Сегодня одному из охотников повезло. Он, выехав на «Ямахе» на окраину верхового болота, заметил, что вожак неосмотрительно рискнул перевести зверей через марь. Наст был плотный, и волк, видимо, полагал, что замершее болото они на махах проскочат быстро.

Но он ошибся. «Ямаха» по такому насту «выдавливала» все сто двадцать. И уже через минуту охотник был рядом.

Загремели выстрелы. Один из переярков упал. Тогда вожак развернулся, бросился на стрелявшего, сидевшего в снегоходе, и, тоже сраженный пулей, ткнулся в снег рядом с машиной. А матерая волчица и последний молодой, как будто осознав, что у них было всего несколько секунд — как раз те несколько секунд, когда охотник вставлял в карабин новую обойму, успели отбежать на сотню метров.

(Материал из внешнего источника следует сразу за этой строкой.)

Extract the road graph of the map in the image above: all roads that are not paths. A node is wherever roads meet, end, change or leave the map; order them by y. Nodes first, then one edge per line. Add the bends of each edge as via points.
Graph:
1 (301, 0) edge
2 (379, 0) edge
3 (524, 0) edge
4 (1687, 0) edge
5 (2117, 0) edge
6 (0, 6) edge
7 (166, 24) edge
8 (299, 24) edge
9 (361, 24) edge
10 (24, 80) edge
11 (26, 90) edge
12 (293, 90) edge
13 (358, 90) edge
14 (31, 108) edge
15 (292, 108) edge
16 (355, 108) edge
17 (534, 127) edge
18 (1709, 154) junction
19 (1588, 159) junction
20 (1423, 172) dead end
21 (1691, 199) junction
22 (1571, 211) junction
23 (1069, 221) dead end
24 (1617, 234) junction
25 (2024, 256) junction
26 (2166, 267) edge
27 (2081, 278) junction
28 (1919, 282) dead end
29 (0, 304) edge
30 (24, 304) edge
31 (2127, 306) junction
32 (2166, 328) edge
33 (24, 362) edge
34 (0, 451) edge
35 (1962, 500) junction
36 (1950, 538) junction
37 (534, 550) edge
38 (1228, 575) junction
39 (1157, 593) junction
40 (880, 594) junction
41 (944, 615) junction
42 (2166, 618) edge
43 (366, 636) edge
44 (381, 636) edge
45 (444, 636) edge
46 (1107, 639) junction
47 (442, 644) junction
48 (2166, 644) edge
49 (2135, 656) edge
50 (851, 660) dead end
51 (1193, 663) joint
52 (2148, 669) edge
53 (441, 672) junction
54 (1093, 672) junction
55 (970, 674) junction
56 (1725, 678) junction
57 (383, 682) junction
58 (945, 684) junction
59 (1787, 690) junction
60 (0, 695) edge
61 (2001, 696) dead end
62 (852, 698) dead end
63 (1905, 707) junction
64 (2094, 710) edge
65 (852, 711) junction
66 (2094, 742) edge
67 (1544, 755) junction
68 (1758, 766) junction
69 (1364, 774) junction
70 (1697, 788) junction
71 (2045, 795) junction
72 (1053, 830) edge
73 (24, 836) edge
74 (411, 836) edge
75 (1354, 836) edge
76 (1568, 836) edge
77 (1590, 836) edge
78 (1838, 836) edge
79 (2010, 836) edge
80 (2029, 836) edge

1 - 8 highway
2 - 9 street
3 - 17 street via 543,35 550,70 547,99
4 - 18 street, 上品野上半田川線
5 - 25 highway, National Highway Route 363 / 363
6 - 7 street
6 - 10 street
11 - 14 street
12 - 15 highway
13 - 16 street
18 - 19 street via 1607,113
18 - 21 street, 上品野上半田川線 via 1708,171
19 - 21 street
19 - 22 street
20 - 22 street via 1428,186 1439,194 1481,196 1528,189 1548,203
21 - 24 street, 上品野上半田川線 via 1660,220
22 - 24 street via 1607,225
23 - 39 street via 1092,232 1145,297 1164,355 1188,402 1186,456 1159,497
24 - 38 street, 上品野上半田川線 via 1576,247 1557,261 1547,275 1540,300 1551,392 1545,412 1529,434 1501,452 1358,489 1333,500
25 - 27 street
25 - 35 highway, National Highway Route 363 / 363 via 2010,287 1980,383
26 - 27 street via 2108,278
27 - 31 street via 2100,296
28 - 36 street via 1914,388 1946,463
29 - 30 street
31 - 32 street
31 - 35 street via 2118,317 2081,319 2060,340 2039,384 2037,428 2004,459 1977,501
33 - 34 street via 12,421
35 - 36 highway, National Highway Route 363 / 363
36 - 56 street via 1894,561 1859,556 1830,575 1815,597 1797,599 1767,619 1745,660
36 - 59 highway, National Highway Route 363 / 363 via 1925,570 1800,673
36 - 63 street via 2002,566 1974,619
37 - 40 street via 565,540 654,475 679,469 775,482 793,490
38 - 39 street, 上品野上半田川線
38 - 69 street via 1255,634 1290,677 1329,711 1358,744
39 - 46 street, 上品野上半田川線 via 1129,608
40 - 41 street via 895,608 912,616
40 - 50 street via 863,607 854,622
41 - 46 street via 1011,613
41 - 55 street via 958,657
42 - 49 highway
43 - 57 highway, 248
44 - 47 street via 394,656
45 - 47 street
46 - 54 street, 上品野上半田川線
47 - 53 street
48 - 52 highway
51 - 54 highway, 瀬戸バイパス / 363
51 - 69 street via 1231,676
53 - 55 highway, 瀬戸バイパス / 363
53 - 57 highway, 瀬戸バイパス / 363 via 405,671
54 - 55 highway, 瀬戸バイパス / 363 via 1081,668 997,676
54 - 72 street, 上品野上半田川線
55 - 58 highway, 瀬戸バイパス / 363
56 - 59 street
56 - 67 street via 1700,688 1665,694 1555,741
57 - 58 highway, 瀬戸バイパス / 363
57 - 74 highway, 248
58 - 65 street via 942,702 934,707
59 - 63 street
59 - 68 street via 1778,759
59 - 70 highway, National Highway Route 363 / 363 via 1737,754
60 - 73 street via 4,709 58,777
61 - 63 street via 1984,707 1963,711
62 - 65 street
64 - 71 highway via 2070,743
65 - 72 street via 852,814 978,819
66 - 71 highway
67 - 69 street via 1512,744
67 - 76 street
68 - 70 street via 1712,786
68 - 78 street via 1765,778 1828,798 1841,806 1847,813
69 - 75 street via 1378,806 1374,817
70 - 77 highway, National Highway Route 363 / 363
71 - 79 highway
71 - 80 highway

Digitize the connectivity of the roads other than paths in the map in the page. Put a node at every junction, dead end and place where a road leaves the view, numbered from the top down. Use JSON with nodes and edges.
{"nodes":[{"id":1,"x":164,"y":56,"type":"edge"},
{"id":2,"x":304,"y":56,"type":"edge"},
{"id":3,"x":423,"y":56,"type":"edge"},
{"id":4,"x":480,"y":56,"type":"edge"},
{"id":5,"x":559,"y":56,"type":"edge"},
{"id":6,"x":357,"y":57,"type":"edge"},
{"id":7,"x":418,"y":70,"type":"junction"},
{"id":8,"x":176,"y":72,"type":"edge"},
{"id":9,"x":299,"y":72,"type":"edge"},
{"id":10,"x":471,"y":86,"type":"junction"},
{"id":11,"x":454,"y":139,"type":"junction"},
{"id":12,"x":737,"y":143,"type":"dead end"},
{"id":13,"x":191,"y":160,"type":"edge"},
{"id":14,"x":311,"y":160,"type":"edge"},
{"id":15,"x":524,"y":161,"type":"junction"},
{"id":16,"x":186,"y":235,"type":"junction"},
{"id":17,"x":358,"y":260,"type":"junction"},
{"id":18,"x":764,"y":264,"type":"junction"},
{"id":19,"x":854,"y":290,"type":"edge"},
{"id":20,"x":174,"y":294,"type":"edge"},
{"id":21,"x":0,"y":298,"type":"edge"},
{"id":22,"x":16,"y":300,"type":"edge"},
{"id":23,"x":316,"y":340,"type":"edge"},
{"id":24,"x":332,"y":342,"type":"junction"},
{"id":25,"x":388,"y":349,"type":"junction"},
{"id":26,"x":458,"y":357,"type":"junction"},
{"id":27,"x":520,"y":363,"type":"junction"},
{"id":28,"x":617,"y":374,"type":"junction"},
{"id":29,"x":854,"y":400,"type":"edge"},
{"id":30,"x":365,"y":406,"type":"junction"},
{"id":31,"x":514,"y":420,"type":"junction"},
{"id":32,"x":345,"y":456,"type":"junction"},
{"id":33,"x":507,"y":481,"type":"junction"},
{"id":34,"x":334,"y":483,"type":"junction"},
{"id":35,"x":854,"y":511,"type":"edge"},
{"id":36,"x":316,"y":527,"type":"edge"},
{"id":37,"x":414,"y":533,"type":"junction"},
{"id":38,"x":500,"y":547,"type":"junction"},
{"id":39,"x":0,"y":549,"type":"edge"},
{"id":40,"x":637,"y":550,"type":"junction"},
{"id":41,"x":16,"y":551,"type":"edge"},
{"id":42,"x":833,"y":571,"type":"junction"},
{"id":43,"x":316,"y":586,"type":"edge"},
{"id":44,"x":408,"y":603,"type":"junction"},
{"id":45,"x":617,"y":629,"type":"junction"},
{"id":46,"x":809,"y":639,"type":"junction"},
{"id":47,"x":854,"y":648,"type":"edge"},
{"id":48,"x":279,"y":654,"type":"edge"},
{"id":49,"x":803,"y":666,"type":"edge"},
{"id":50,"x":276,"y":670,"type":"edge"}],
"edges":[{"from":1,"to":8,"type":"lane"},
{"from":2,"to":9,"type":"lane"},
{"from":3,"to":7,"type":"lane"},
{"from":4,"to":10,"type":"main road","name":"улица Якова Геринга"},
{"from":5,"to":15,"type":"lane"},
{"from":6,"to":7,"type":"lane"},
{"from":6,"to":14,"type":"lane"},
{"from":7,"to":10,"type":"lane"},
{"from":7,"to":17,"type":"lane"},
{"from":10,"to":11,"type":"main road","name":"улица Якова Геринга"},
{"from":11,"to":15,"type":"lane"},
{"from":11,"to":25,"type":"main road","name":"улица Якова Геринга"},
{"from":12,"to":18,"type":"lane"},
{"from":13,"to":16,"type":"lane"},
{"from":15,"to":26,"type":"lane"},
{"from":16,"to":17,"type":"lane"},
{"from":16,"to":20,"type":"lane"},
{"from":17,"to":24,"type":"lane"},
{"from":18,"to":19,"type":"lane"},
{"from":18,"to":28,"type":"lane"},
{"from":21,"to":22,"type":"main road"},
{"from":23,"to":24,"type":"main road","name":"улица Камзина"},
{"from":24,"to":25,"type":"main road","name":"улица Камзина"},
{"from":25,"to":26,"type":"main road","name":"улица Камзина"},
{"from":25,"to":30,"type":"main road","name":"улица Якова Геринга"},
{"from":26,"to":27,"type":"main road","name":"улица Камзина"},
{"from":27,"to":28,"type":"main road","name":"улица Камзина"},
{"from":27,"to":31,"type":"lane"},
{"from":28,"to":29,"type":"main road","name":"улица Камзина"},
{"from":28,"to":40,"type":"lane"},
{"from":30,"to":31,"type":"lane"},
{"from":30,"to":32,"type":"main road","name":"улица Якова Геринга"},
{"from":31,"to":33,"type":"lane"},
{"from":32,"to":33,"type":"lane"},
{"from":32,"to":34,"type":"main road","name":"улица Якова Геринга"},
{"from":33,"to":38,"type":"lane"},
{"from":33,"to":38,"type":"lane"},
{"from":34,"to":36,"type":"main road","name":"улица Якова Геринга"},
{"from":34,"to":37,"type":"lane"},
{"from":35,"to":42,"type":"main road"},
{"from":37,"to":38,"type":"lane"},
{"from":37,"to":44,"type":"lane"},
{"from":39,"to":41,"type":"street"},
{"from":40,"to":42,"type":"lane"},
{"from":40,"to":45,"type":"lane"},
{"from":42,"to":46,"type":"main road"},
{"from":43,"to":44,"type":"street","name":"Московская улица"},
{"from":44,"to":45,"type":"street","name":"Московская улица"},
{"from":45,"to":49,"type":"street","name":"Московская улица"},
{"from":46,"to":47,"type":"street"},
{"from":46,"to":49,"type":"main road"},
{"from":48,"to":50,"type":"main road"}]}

Охотник передернул затвор и выстрелил. Переярок закрутился на снегу. Охотник, не обращая на него внимания, стал стрелять по волчице. Она металась из стороны в сторону, тем не менее, стремительно сокращая расстояние до спасительного ельника. Оставалось всего несколько метров, когда после очередного выстрела волчица упала, но тут же вскочила и скрылась между деревьями.

Охотник подъехал к переярку и добил его. Потом подогнал «Ямаху» к тому месту, где падала волчица. Крови не было.

Следы одинокой волчицы не встречали нигде — ни в тайге, ни на верховых болотах, ни в гольцах. И охотники решили, что она ушла. Тем более, что и скот у крестьян перестал пропадать. Только у одного промысловика исчезла лайка. Заблудились в тайге, наверное.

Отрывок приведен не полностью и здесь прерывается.